Your assignment
Please count, in the material below, each line containing "nodes", and report only the number.
▼
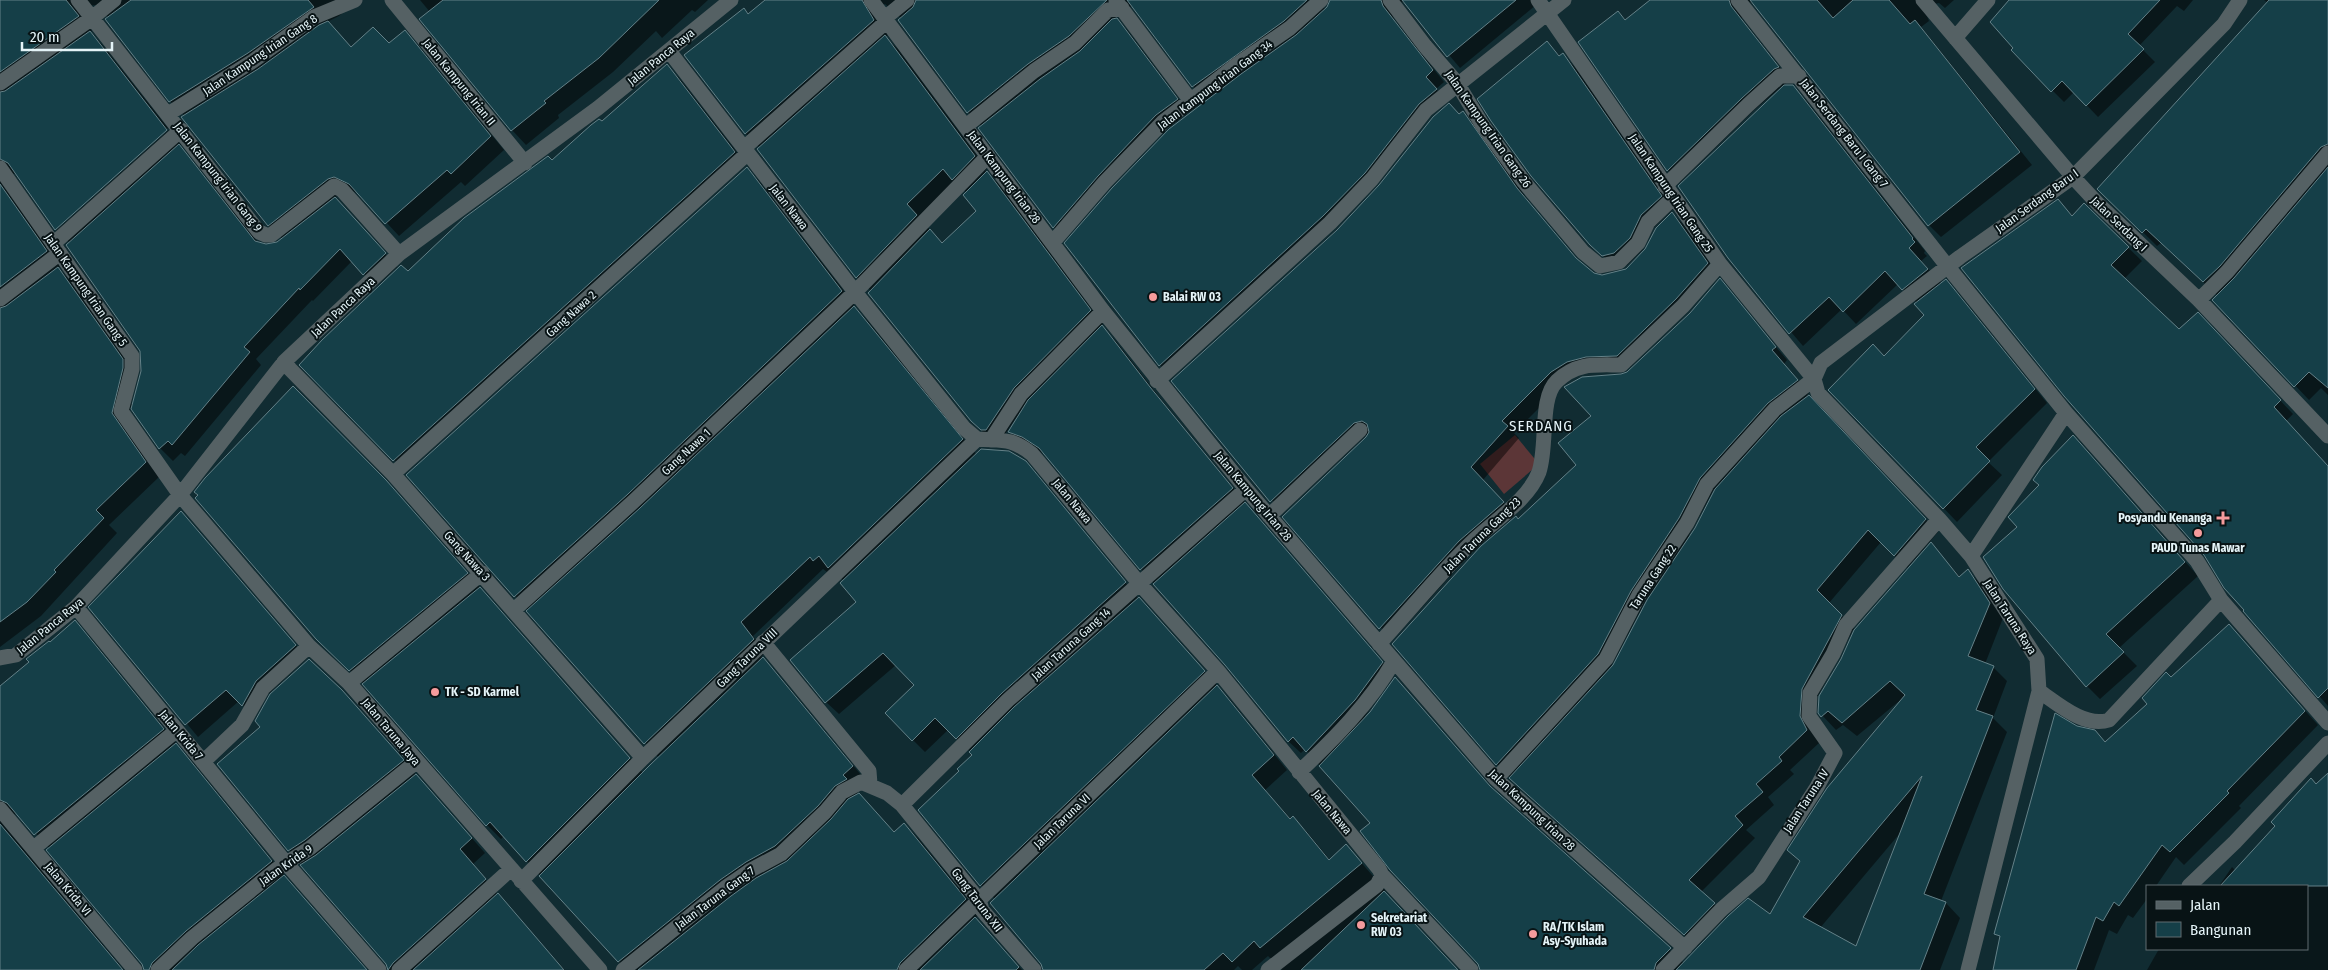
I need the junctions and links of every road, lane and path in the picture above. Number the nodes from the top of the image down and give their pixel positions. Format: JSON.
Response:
{"nodes":[{"id":1,"x":78,"y":0,"type":"edge"},
{"id":2,"x":114,"y":0,"type":"edge"},
{"id":3,"x":355,"y":0,"type":"edge"},
{"id":4,"x":392,"y":0,"type":"edge"},
{"id":5,"x":731,"y":0,"type":"edge"},
{"id":6,"x":871,"y":0,"type":"edge"},
{"id":7,"x":907,"y":0,"type":"edge"},
{"id":8,"x":1321,"y":0,"type":"edge"},
{"id":9,"x":1390,"y":0,"type":"edge"},
{"id":10,"x":1538,"y":0,"type":"edge"},
{"id":11,"x":1564,"y":0,"type":"edge"},
{"id":12,"x":1738,"y":0,"type":"edge"},
{"id":13,"x":1923,"y":0,"type":"edge"},
{"id":14,"x":1988,"y":0,"type":"edge"},
{"id":15,"x":2240,"y":0,"type":"edge"},
{"id":16,"x":1118,"y":4,"type":"edge"},
{"id":17,"x":1548,"y":12,"type":"junction"},
{"id":18,"x":92,"y":18,"type":"junction"},
{"id":19,"x":886,"y":19,"type":"junction"},
{"id":20,"x":1955,"y":38,"type":"junction"},
{"id":21,"x":669,"y":51,"type":"junction"},
{"id":22,"x":1799,"y":76,"type":"junction"},
{"id":23,"x":0,"y":83,"type":"edge"},
{"id":24,"x":1457,"y":83,"type":"junction"},
{"id":25,"x":1191,"y":101,"type":"junction"},
{"id":26,"x":168,"y":114,"type":"junction"},
{"id":27,"x":966,"y":126,"type":"junction"},
{"id":28,"x":181,"y":130,"type":"junction"},
{"id":29,"x":746,"y":151,"type":"junction"},
{"id":30,"x":2328,"y":153,"type":"edge"},
{"id":31,"x":988,"y":156,"type":"junction"},
{"id":32,"x":525,"y":163,"type":"junction"},
{"id":33,"x":0,"y":168,"type":"edge"},
{"id":34,"x":2073,"y":178,"type":"junction"},
{"id":35,"x":1669,"y":192,"type":"junction"},
{"id":36,"x":1053,"y":242,"type":"junction"},
{"id":37,"x":57,"y":249,"type":"junction"},
{"id":38,"x":399,"y":254,"type":"junction"},
{"id":39,"x":1720,"y":264,"type":"junction"},
{"id":40,"x":1948,"y":267,"type":"junction"},
{"id":41,"x":856,"y":292,"type":"junction"},
{"id":42,"x":0,"y":299,"type":"edge"},
{"id":43,"x":2200,"y":300,"type":"junction"},
{"id":44,"x":1103,"y":311,"type":"junction"},
{"id":45,"x":284,"y":362,"type":"junction"},
{"id":46,"x":1814,"y":380,"type":"junction"},
{"id":47,"x":1157,"y":381,"type":"junction"},
{"id":48,"x":2066,"y":413,"type":"junction"},
{"id":49,"x":1360,"y":430,"type":"dead end"},
{"id":50,"x":2328,"y":436,"type":"edge"},
{"id":51,"x":984,"y":440,"type":"junction"},
{"id":52,"x":393,"y":474,"type":"junction"},
{"id":53,"x":1246,"y":489,"type":"junction"},
{"id":54,"x":180,"y":495,"type":"junction"},
{"id":55,"x":1269,"y":516,"type":"junction"},
{"id":56,"x":1938,"y":519,"type":"junction"},
{"id":57,"x":1971,"y":556,"type":"junction"},
{"id":58,"x":482,"y":573,"type":"junction"},
{"id":59,"x":1140,"y":583,"type":"junction"},
{"id":60,"x":2221,"y":600,"type":"junction"},
{"id":61,"x":76,"y":607,"type":"junction"},
{"id":62,"x":514,"y":610,"type":"junction"},
{"id":63,"x":763,"y":642,"type":"junction"},
{"id":64,"x":1379,"y":644,"type":"junction"},
{"id":65,"x":308,"y":646,"type":"junction"},
{"id":66,"x":0,"y":658,"type":"edge"},
{"id":67,"x":1394,"y":660,"type":"junction"},
{"id":68,"x":1218,"y":671,"type":"junction"},
{"id":69,"x":349,"y":683,"type":"junction"},
{"id":70,"x":2039,"y":691,"type":"junction"},
{"id":71,"x":2328,"y":723,"type":"edge"},
{"id":72,"x":177,"y":730,"type":"junction"},
{"id":73,"x":2328,"y":744,"type":"edge"},
{"id":74,"x":643,"y":758,"type":"junction"},
{"id":75,"x":203,"y":762,"type":"junction"},
{"id":76,"x":409,"y":767,"type":"junction"},
{"id":77,"x":1299,"y":772,"type":"junction"},
{"id":78,"x":1496,"y":779,"type":"junction"},
{"id":79,"x":870,"y":784,"type":"junction"},
{"id":80,"x":902,"y":805,"type":"junction"},
{"id":81,"x":0,"y":809,"type":"edge"},
{"id":82,"x":34,"y":848,"type":"junction"},
{"id":83,"x":286,"y":863,"type":"junction"},
{"id":84,"x":1382,"y":875,"type":"junction"},
{"id":85,"x":508,"y":877,"type":"junction"},
{"id":86,"x":2190,"y":885,"type":"edge"},
{"id":87,"x":979,"y":900,"type":"junction"},
{"id":88,"x":1685,"y":948,"type":"junction"},
{"id":89,"x":135,"y":970,"type":"edge"},
{"id":90,"x":158,"y":970,"type":"edge"},
{"id":91,"x":379,"y":970,"type":"edge"},
{"id":92,"x":399,"y":970,"type":"edge"},
{"id":93,"x":600,"y":970,"type":"edge"},
{"id":94,"x":623,"y":970,"type":"edge"},
{"id":95,"x":906,"y":970,"type":"edge"},
{"id":96,"x":1034,"y":970,"type":"edge"},
{"id":97,"x":1268,"y":970,"type":"edge"},
{"id":98,"x":1471,"y":970,"type":"edge"},
{"id":99,"x":1663,"y":970,"type":"edge"},
{"id":100,"x":1968,"y":970,"type":"edge"}],
"edges":[{"from":1,"to":18,"type":"street","name":"Jalan Kampung Irian Gang 9"},
{"from":2,"to":18,"type":"street"},
{"from":3,"to":26,"type":"street","name":"Jalan Kampung Irian Gang 8"},
{"from":4,"to":32,"type":"street","name":"Jalan Kampung Irian II"},
{"from":5,"to":21,"type":"street","name":"Jalan Panca Raya"},
{"from":6,"to":19,"type":"street","name":"Jalan Kampung Irian 28"},
{"from":7,"to":19,"type":"street","name":"Gang Nawa 2"},
{"from":8,"to":25,"type":"street","name":"Jalan Kampung Irian Gang 34"},
{"from":9,"to":24,"type":"street","name":"Jalan Kampung Irian Gang 26"},
{"from":10,"to":17,"type":"street","name":"Jalan Kampung Irian Gang 25"},
{"from":11,"to":17,"type":"street"},
{"from":12,"to":22,"type":"street","name":"Jalan Serdang Baru I Gang 7"},
{"from":13,"to":20,"type":"street","name":"Jalan Serdang I"},
{"from":14,"to":20,"type":"street"},
{"from":15,"to":34,"type":"street","name":"Jalan Serdang Baru I"},
{"from":16,"to":25,"type":"street"},
{"from":16,"to":27,"type":"street"},
{"from":17,"to":24,"type":"street"},
{"from":17,"to":35,"type":"street","name":"Jalan Kampung Irian Gang 25"},
{"from":18,"to":23,"type":"street"},
{"from":18,"to":26,"type":"street","name":"Jalan Kampung Irian Gang 9"},
{"from":19,"to":27,"type":"street","name":"Jalan Kampung Irian 28"},
{"from":19,"to":29,"type":"street","name":"Gang Nawa 2"},
{"from":20,"to":34,"type":"street","name":"Jalan Serdang I"},
{"from":21,"to":29,"type":"street","name":"Jalan Nawa"},
{"from":21,"to":32,"type":"street","name":"Jalan Panca Raya"},
{"from":22,"to":35,"type":"street"},
{"from":22,"to":40,"type":"street","name":"Jalan Serdang Baru I Gang 7"},
{"from":24,"to":35,"type":"street","name":"Jalan Kampung Irian Gang 26"},
{"from":24,"to":47,"type":"street"},
{"from":25,"to":36,"type":"street","name":"Jalan Kampung Irian Gang 34"},
{"from":26,"to":28,"type":"street","name":"Jalan Kampung Irian Gang 9"},
{"from":27,"to":31,"type":"street","name":"Jalan Kampung Irian 28"},
{"from":28,"to":37,"type":"street"},
{"from":28,"to":38,"type":"street","name":"Jalan Kampung Irian Gang 9"},
{"from":29,"to":41,"type":"street","name":"Jalan Nawa"},
{"from":29,"to":52,"type":"street","name":"Gang Nawa 2"},
{"from":30,"to":43,"type":"street"},
{"from":31,"to":36,"type":"street","name":"Jalan Kampung Irian 28"},
{"from":31,"to":41,"type":"street","name":"Gang Nawa 1"},
{"from":32,"to":38,"type":"street","name":"Jalan Panca Raya"},
{"from":33,"to":37,"type":"street","name":"Jalan Kampung Irian Gang 5"},
{"from":34,"to":40,"type":"street","name":"Jalan Serdang Baru I"},
{"from":34,"to":43,"type":"street","name":"Jalan Serdang I"},
{"from":35,"to":39,"type":"street","name":"Jalan Kampung Irian Gang 25"},
{"from":36,"to":44,"type":"street","name":"Jalan Kampung Irian 28"},
{"from":37,"to":42,"type":"street"},
{"from":37,"to":54,"type":"street","name":"Jalan Kampung Irian Gang 5"},
{"from":38,"to":45,"type":"street","name":"Jalan Panca Raya"},
{"from":39,"to":46,"type":"street","name":"Jalan Kampung Irian Gang 25"},
{"from":39,"to":64,"type":"street","name":"Jalan Taruna Gang 23"},
{"from":40,"to":46,"type":"street","name":"Jalan Serdang Baru I"},
{"from":40,"to":48,"type":"street","name":"Jalan Serdang Baru I Gang 7"},
{"from":41,"to":51,"type":"street","name":"Jalan Nawa"},
{"from":41,"to":62,"type":"street","name":"Gang Nawa 1"},
{"from":43,"to":50,"type":"street","name":"Jalan Serdang I"},
{"from":44,"to":47,"type":"street","name":"Jalan Kampung Irian 28"},
{"from":44,"to":51,"type":"street","name":"Gang Taruna VIII"},
{"from":45,"to":52,"type":"street","name":"Gang Nawa 3"},
{"from":45,"to":54,"type":"street","name":"Jalan Panca Raya"},
{"from":46,"to":56,"type":"street","name":"Jalan Taruna Raya"},
{"from":46,"to":78,"type":"street","name":"Taruna Gang 22"},
{"from":47,"to":53,"type":"street","name":"Jalan Kampung Irian 28"},
{"from":48,"to":57,"type":"street"},
{"from":48,"to":60,"type":"street","name":"Jalan Serdang Baru I Gang 7"},
{"from":49,"to":55,"type":"street"},
{"from":51,"to":59,"type":"street","name":"Jalan Nawa"},
{"from":51,"to":63,"type":"street","name":"Gang Taruna VIII"},
{"from":52,"to":58,"type":"street","name":"Gang Nawa 3"},
{"from":53,"to":55,"type":"street","name":"Jalan Kampung Irian 28"},
{"from":53,"to":59,"type":"street","name":"Jalan Taruna Gang 14"},
{"from":54,"to":61,"type":"street","name":"Jalan Panca Raya"},
{"from":54,"to":65,"type":"street","name":"Jalan Taruna Jaya"},
{"from":55,"to":64,"type":"street","name":"Jalan Kampung Irian 28"},
{"from":56,"to":57,"type":"street","name":"Jalan Taruna Raya"},
{"from":56,"to":88,"type":"street","name":"Jalan Taruna IV"},
{"from":57,"to":70,"type":"street","name":"Jalan Taruna Raya"},
{"from":58,"to":62,"type":"street","name":"Gang Nawa 3"},
{"from":58,"to":69,"type":"street"},
{"from":59,"to":68,"type":"street","name":"Jalan Nawa"},
{"from":59,"to":80,"type":"street","name":"Jalan Taruna Gang 14"},
{"from":60,"to":70,"type":"street"},
{"from":60,"to":71,"type":"street","name":"Jalan Serdang Baru I Gang 7"},
{"from":61,"to":66,"type":"street","name":"Jalan Panca Raya"},
{"from":61,"to":72,"type":"street","name":"Jalan Krida 7"},
{"from":62,"to":74,"type":"street","name":"Gang Nawa 3"},
{"from":63,"to":74,"type":"street","name":"Gang Taruna VIII"},
{"from":63,"to":79,"type":"street"},
{"from":64,"to":67,"type":"street","name":"Jalan Kampung Irian 28"},
{"from":65,"to":69,"type":"street","name":"Jalan Taruna Jaya"},
{"from":65,"to":75,"type":"street"},
{"from":67,"to":77,"type":"street"},
{"from":67,"to":78,"type":"street","name":"Jalan Kampung Irian 28"},
{"from":68,"to":77,"type":"street","name":"Jalan Nawa"},
{"from":68,"to":87,"type":"street","name":"Jalan Taruna VI"},
{"from":69,"to":76,"type":"street","name":"Jalan Taruna Jaya"},
{"from":70,"to":100,"type":"street","name":"Jalan Taruna Raya"},
{"from":72,"to":75,"type":"street","name":"Jalan Krida 7"},
{"from":72,"to":82,"type":"street"},
{"from":73,"to":86,"type":"street"},
{"from":74,"to":85,"type":"street","name":"Gang Taruna VIII"},
{"from":75,"to":83,"type":"street","name":"Jalan Krida 7"},
{"from":76,"to":83,"type":"street","name":"Jalan Krida 9"},
{"from":76,"to":85,"type":"street","name":"Jalan Taruna Jaya"},
{"from":77,"to":84,"type":"street","name":"Jalan Nawa"},
{"from":78,"to":88,"type":"street","name":"Jalan Kampung Irian 28"},
{"from":79,"to":80,"type":"street"},
{"from":79,"to":94,"type":"street","name":"Jalan Taruna Gang 7"},
{"from":80,"to":87,"type":"street","name":"Gang Taruna XII"},
{"from":81,"to":82,"type":"street","name":"Jalan Krida VI"},
{"from":82,"to":89,"type":"street","name":"Jalan Krida VI"},
{"from":83,"to":90,"type":"street","name":"Jalan Krida 9"},
{"from":83,"to":91,"type":"street","name":"Jalan Krida 7"},
{"from":84,"to":97,"type":"street"},
{"from":84,"to":98,"type":"street","name":"Jalan Nawa"},
{"from":85,"to":92,"type":"street","name":"Gang Taruna VIII"},
{"from":85,"to":93,"type":"street","name":"Jalan Taruna Jaya"},
{"from":87,"to":95,"type":"street","name":"Jalan Taruna VI"},
{"from":87,"to":96,"type":"street","name":"Gang Taruna XII"},
{"from":88,"to":99,"type":"street","name":"Jalan Taruna IV"}]}
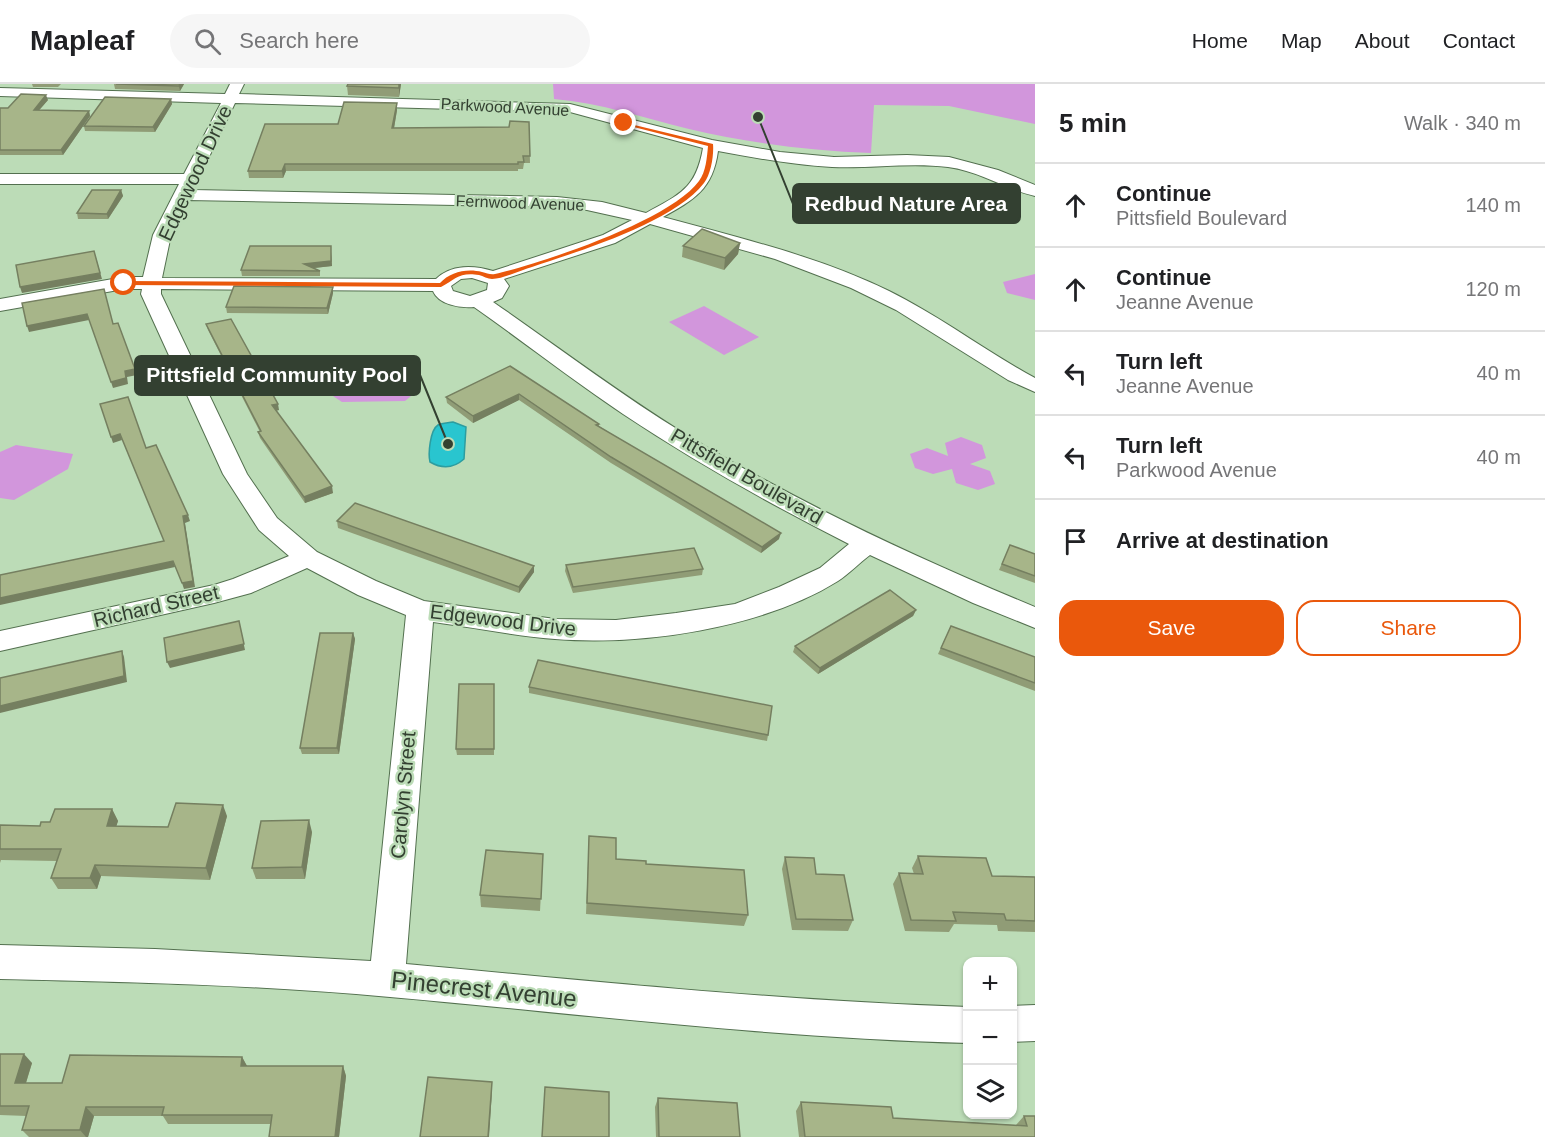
▲
Exercise response
2